The head of Creative Scotland has apologised to Parliament for screwing up this year’s handouts.

‘We can’t let this happen again,’ she said.

So she gets to keep her job.

Read on here.

Comments

  • Elizabeth Owen says:

    We can’t let this happen suggests that someone else was responsible. Why doesn’t she have the guts to admit she got it badly wrong and resign? She is obviously out of her depth.

    • Alan says:

      Yes. If there had not been such an outcry the cuts would have stood. I think she should have gone. Confidence in her and Creative Scotland critically low.

    • David R Osborne says:

      “Why doesn’t she have the guts to admit she got it badly wrong and resign?”

      Because I can pretty much guarantee that as head of the funding body, she does not participate in the so-called ‘peer review’ process by which funds are allocated. That’s how arts funding usually works. I’m not privy to how they do it in Scotland, but I can speculate on what has happened here.
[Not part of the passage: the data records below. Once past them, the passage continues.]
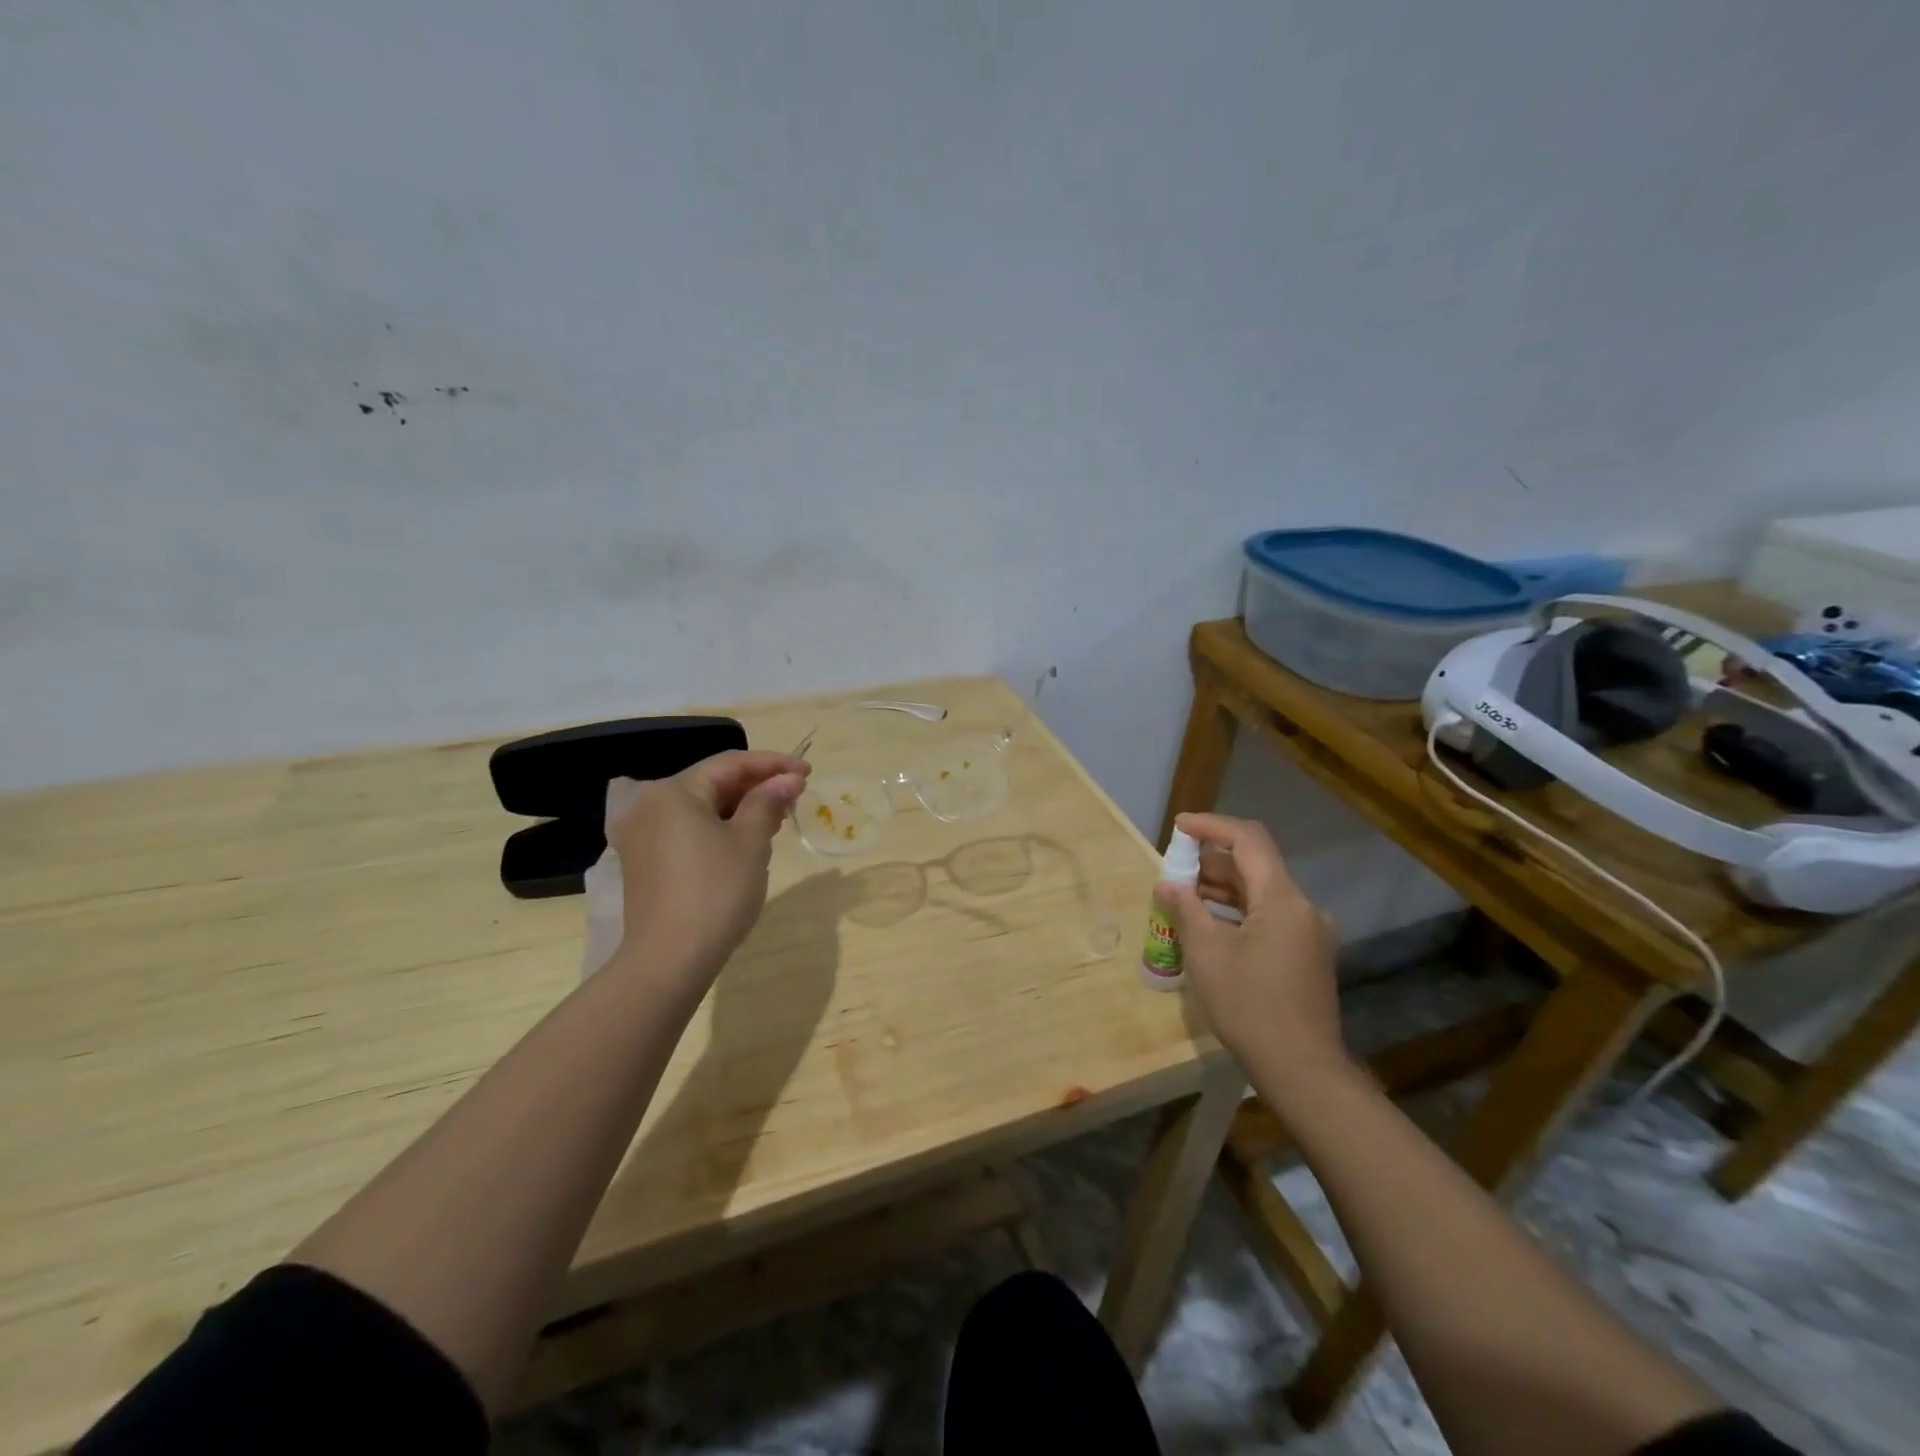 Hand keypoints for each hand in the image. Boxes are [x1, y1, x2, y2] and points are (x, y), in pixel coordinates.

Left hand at [604, 750, 809, 998]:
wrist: (669, 960)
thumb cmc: (716, 892)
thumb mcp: (751, 842)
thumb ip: (769, 802)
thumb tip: (789, 779)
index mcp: (674, 791)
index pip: (731, 763)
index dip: (773, 764)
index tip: (807, 772)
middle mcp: (650, 805)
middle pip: (713, 783)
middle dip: (757, 787)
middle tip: (796, 797)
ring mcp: (642, 835)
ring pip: (701, 808)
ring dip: (740, 808)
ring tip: (778, 819)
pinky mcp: (645, 862)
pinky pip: (688, 830)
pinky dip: (719, 828)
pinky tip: (747, 841)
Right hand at [1156, 812, 1345, 1076]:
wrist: (1302, 1070)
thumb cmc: (1249, 1007)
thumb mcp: (1207, 954)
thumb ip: (1186, 909)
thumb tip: (1168, 884)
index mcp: (1283, 899)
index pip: (1249, 840)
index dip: (1212, 826)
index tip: (1179, 827)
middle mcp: (1303, 907)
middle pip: (1256, 865)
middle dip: (1212, 861)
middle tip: (1174, 870)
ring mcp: (1310, 932)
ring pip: (1262, 892)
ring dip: (1224, 888)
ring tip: (1184, 896)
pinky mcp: (1308, 954)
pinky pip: (1270, 916)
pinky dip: (1239, 911)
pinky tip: (1210, 925)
It’s likely that one or more new members of the assessment board or committee were brought in in the hope they might shake things up a bit, and they may have delivered a little more than what was bargained for.

      So once again, change has failed to materialise and it’s back to business as usual, coupled with the ominous warning: ‘don’t try this again’. I’m absolutely in no position to comment on the merit or otherwise of the original decisions individually, but unless we have a system whereby it is actually possible for the old and established to lose their funding in favour of the new, then we have no business calling our body ‘Creative’ anything.
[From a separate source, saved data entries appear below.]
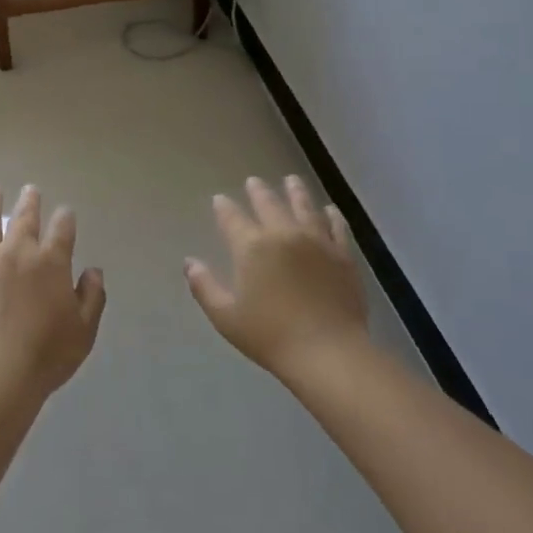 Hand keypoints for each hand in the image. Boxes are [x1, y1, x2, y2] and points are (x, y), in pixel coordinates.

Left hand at [0, 185, 106, 395]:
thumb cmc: (45, 354)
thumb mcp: (83, 330)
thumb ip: (92, 297)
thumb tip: (94, 271)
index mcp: (51, 262)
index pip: (62, 230)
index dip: (65, 219)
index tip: (65, 212)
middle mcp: (18, 251)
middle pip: (24, 217)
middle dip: (30, 201)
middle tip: (30, 189)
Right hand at [186, 176, 367, 378]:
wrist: (328, 352)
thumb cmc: (270, 336)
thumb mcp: (225, 316)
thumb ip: (204, 286)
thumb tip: (190, 263)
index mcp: (251, 247)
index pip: (232, 218)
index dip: (224, 207)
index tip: (219, 199)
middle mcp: (283, 234)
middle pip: (269, 204)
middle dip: (258, 191)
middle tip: (254, 181)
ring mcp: (317, 242)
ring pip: (304, 207)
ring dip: (295, 192)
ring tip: (291, 180)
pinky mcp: (343, 255)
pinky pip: (336, 227)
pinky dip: (331, 215)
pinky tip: (329, 210) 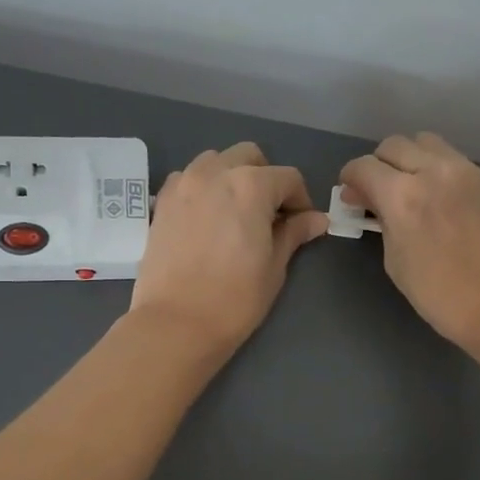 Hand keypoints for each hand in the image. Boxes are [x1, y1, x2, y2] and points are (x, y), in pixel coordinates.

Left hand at [130, 142, 328, 353]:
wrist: (176, 323)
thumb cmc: (235, 299)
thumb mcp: (274, 266)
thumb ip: (294, 233)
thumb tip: (317, 219)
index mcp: (251, 185)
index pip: (288, 178)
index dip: (300, 200)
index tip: (301, 225)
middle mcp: (216, 173)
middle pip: (250, 157)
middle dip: (266, 179)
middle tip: (269, 215)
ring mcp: (184, 183)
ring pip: (216, 162)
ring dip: (232, 177)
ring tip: (235, 213)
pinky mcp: (162, 201)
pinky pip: (188, 179)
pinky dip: (203, 188)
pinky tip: (207, 219)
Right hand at [338, 133, 479, 350]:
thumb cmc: (440, 294)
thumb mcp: (396, 260)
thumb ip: (381, 220)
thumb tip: (368, 200)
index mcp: (403, 196)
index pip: (364, 167)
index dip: (350, 178)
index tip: (351, 195)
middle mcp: (432, 171)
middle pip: (393, 146)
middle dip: (378, 166)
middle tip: (376, 194)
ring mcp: (462, 171)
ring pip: (423, 142)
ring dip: (408, 159)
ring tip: (408, 189)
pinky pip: (448, 157)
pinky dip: (432, 166)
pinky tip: (434, 195) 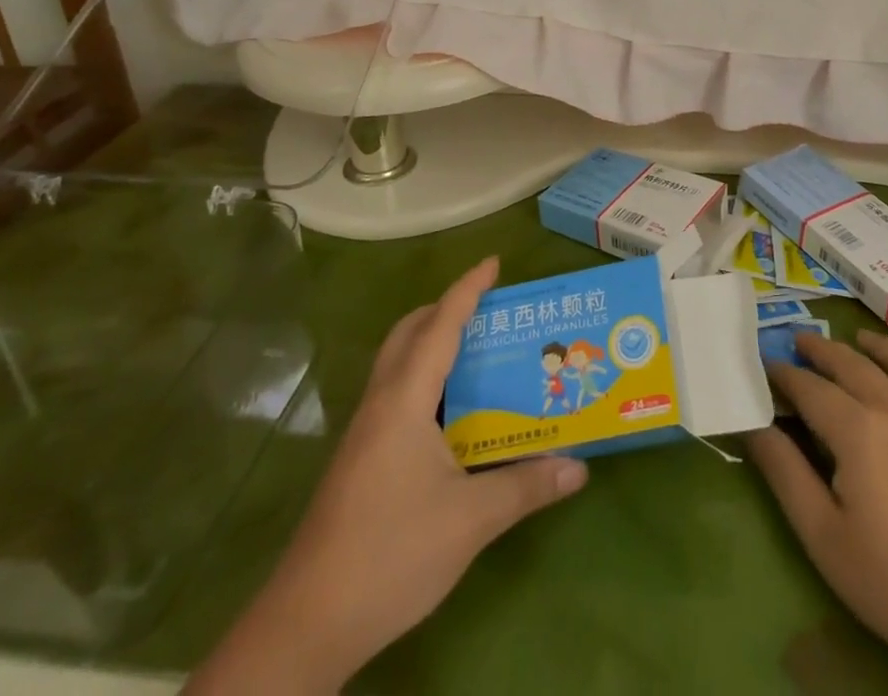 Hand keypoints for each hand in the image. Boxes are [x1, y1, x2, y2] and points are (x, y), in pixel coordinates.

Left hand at [187, 257, 587, 692]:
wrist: (308, 624)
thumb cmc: (391, 554)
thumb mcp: (471, 520)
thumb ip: (526, 486)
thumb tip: (579, 467)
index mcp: (405, 400)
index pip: (440, 326)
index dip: (468, 290)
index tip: (494, 262)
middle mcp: (381, 404)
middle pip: (408, 333)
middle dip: (445, 309)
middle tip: (488, 310)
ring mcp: (364, 432)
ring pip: (397, 364)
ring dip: (431, 343)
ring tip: (477, 353)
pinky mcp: (359, 460)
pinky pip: (395, 394)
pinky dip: (424, 379)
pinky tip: (451, 415)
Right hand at [747, 329, 887, 673]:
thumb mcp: (826, 538)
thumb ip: (786, 474)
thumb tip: (754, 425)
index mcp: (857, 429)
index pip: (810, 388)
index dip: (784, 374)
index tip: (765, 365)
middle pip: (852, 364)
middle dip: (821, 349)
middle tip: (800, 339)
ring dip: (876, 346)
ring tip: (859, 340)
      The whole essentially European system for allocating public funds for the arts is so fundamentally flawed that any attempt at incremental reform is likely to end in this sort of disaster. You may as well be dealing with the NRA. At it’s heart is the idea of ‘peer assessment’ and the entrenched self interest and nepotism this particularly blatant conflict of interest engenders.

      • Will says:

        hear hear to the above! Funders are in am impossible situation – stagnant budgets, tasked with diversifying, finding new audiences, being relevant, but then being castigated as soon as they make any change that affect established organisations.

        • Laura says:

          Yep, damned if they do and damned if they don’t. There clearly wasn’t enough cash to go round.

        • Adrienne says:

          “relevant” – a pretentious term used to describe whatever the user happens to approve of, or to dismiss something which was not created last week. In reality, people are attracted to what they like, from whatever age; they do not think in terms of “relevance”.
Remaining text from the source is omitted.